The ciabattas sold like hot cakes!

Genius. Almost as good as Great British Menu the other day, when Jenny Bond, on a post-production voiceover, wondered how Angela Hartnett rated a meal out of ten, a musing which was followed by an apparently unrelated clip of Hartnett being critical of said meal, which itself was followed by Bond saying, "so, about two out of ten, then".
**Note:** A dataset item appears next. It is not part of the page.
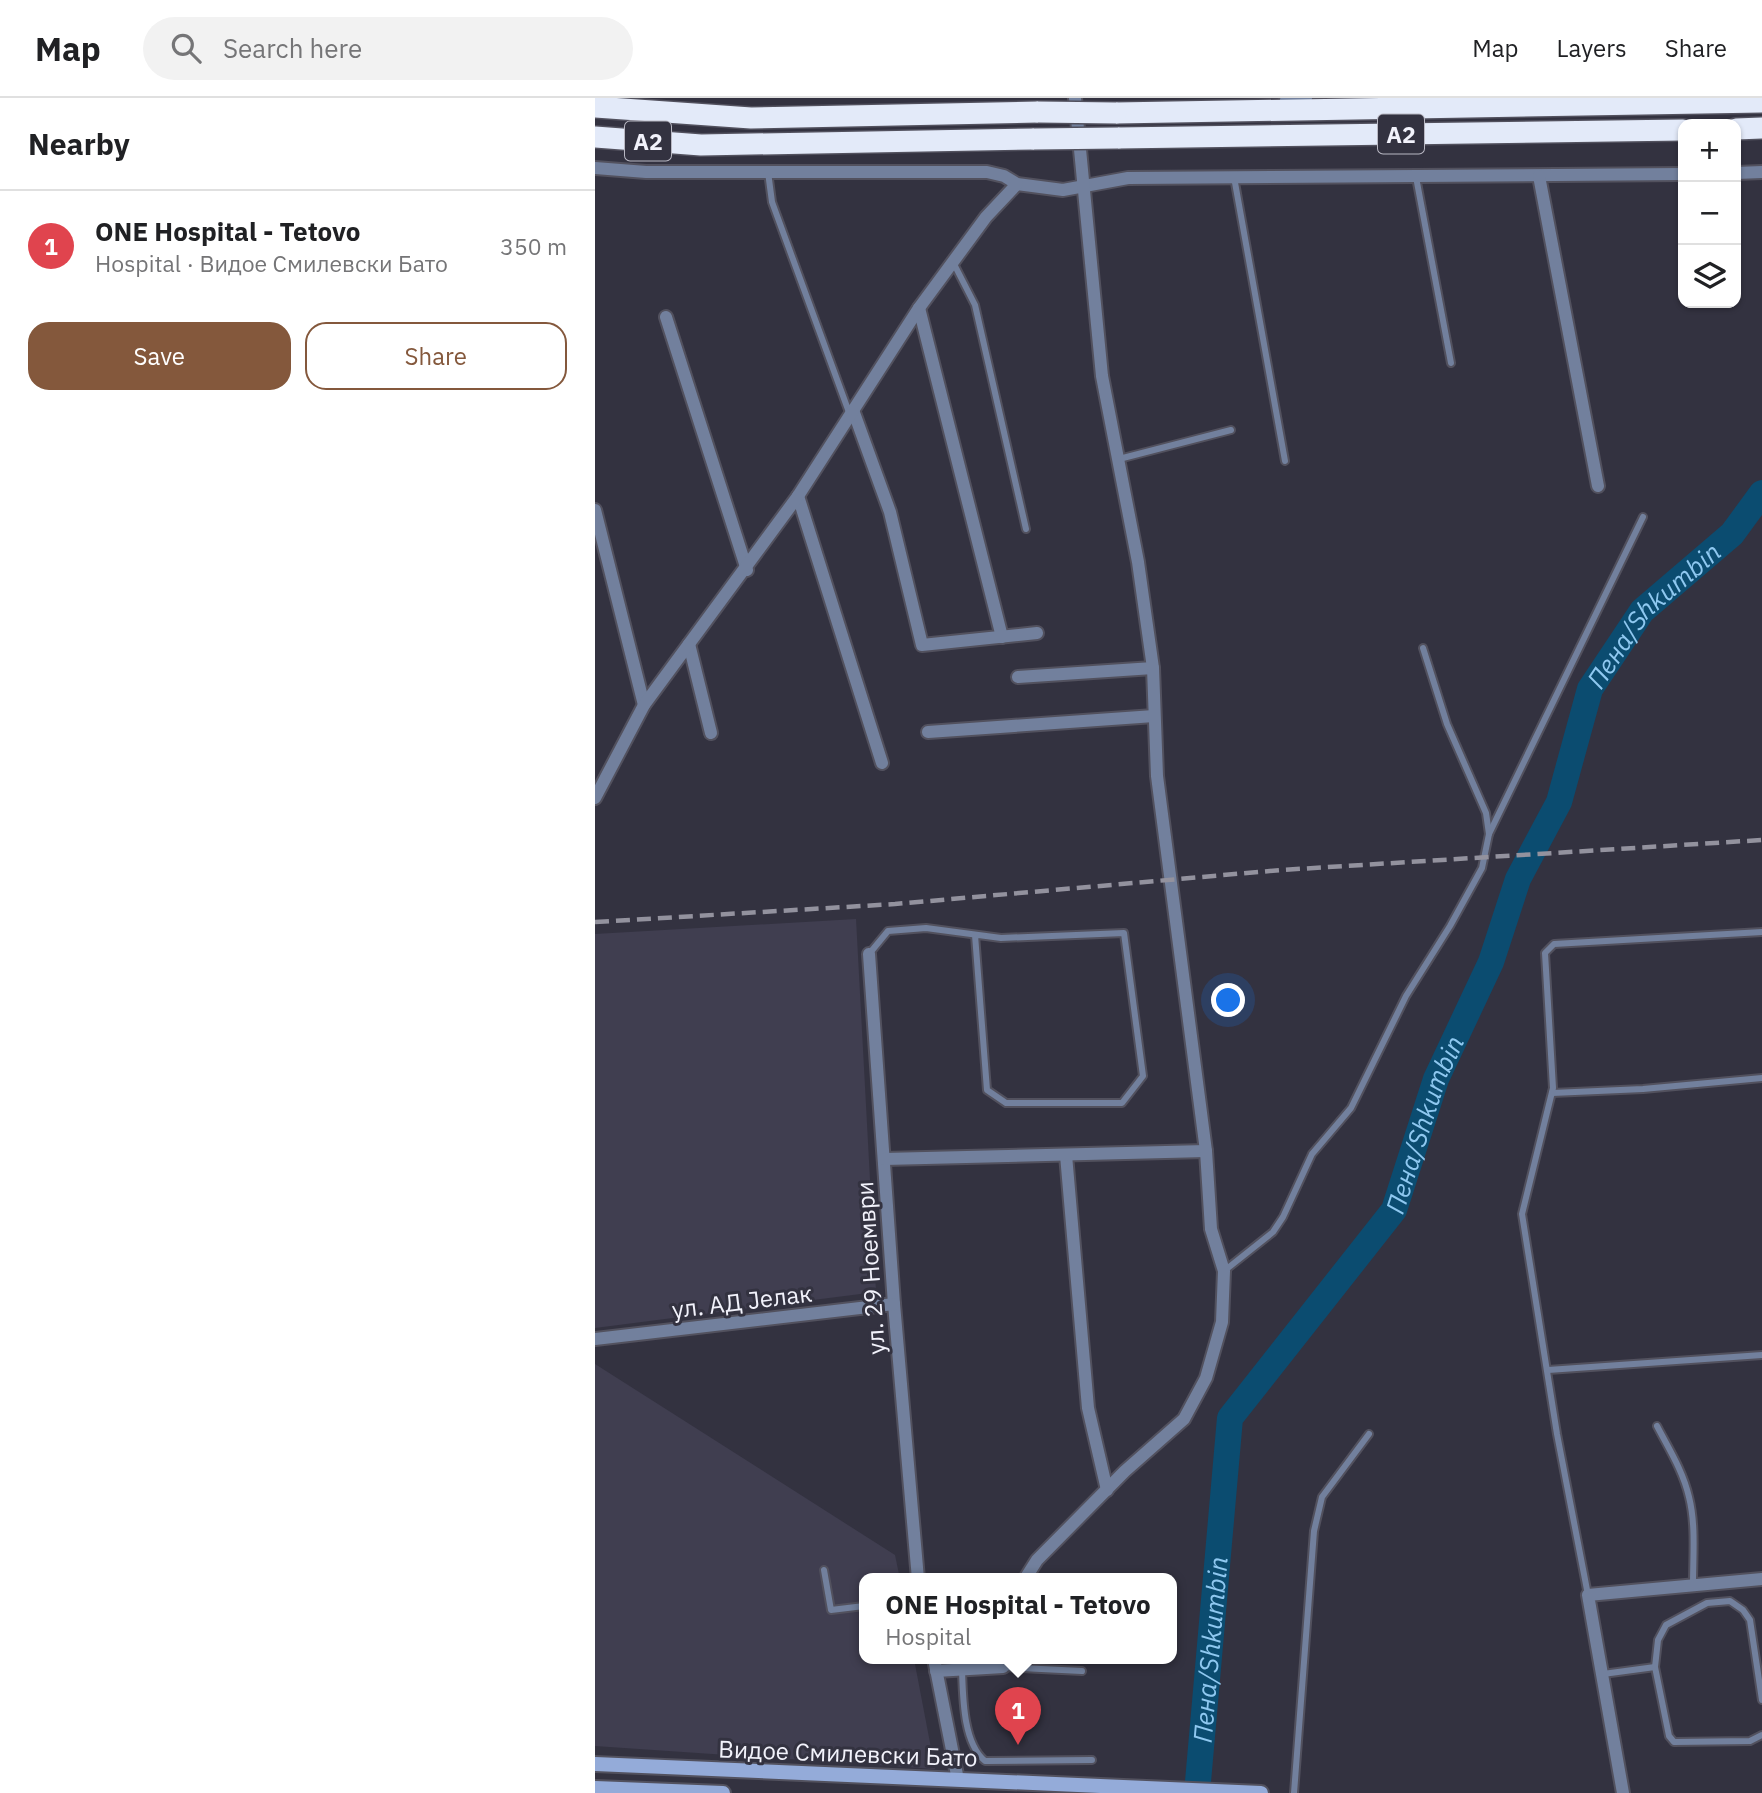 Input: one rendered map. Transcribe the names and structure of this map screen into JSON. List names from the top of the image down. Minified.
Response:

It's fantastic, watching the show and listening to Jenny Bond making stuff up to try to add layers of drama that don't even nearly exist. I never paid much attention to news about royalty, but if she ever had any credibility, it's long dead now. If she ever tells me how the Queen feels about something now, I think I shall assume she's made it up to add drama.

Monday, 7 April 2008

Having Worked Out How To Embed YouTube Videos, I Demonstrate My Mental Superiority Over All Sixteen Apprentice Candidates

Yes! The Apprentice is on again! Of course, in the first few weeks all the fun lies in poking fun at the inept attempts of the candidates to carry out even the most basic tasks. (In later weeks, all the fun lies in poking fun at the continued inept attempts of the candidates to carry out even the most basic tasks.)

Last week, they were challenged to run an industrial laundry. The men's team (Team Renaissance!) were disarmingly competent, especially after their woefully shoddy fishmongering skills in the first episode. The comedy came almost solely from the women's team (Team Alpha! Or something) who took incompetence to staggering new levels. While the men rang a proper laundry service to find out what they charge, the women decided to pluck a price point out of thin air and chose to charge a flat rate of £4.99 per item. Four pounds and ninety-nine pence per item of laundry. Their first task was to pitch for a contract from a hotel with a thousand sheets and pillowcases and towels to be washed, so they were looking to charge five thousand pounds. The hotel was unsurprisingly taken aback by this, expecting a price at least an order of magnitude lower.



To occupy my time, I have constructed a short list of proofs that they could have employed, without recourse to any actual research, to reach the realisation that this was not a plausible pricing strategy.

Some Proofs That £4.99 Per Item is Not a Sensible Price to Attempt to Charge a Hotel for Cleaning One Set of Laundry

  1. Several of the items were pillowcases, and you must be able to buy a pillowcase for less than that. I mean, surely. At TK Maxx.
  2. If the eight of them can earn £5,000 for less than one night's work, then they could do that for 200 nights a year and make one million pounds. Assuming you can rent and run the premises they were using for less than £100,000 (which obviously you can) this means the candidates can earn more than Alan Sugar is offering them just to clean sheets.
  3. If a guest staying one night at a hotel generates one dirty sheet, two pillowcases and two towels, this would cost the hotel £25, which even in London is a fair proportion of what the hotel would be charging.
  4. You can buy a lobster off Renaissance Fisheries for that price.
If anyone has their own proofs, please add them below.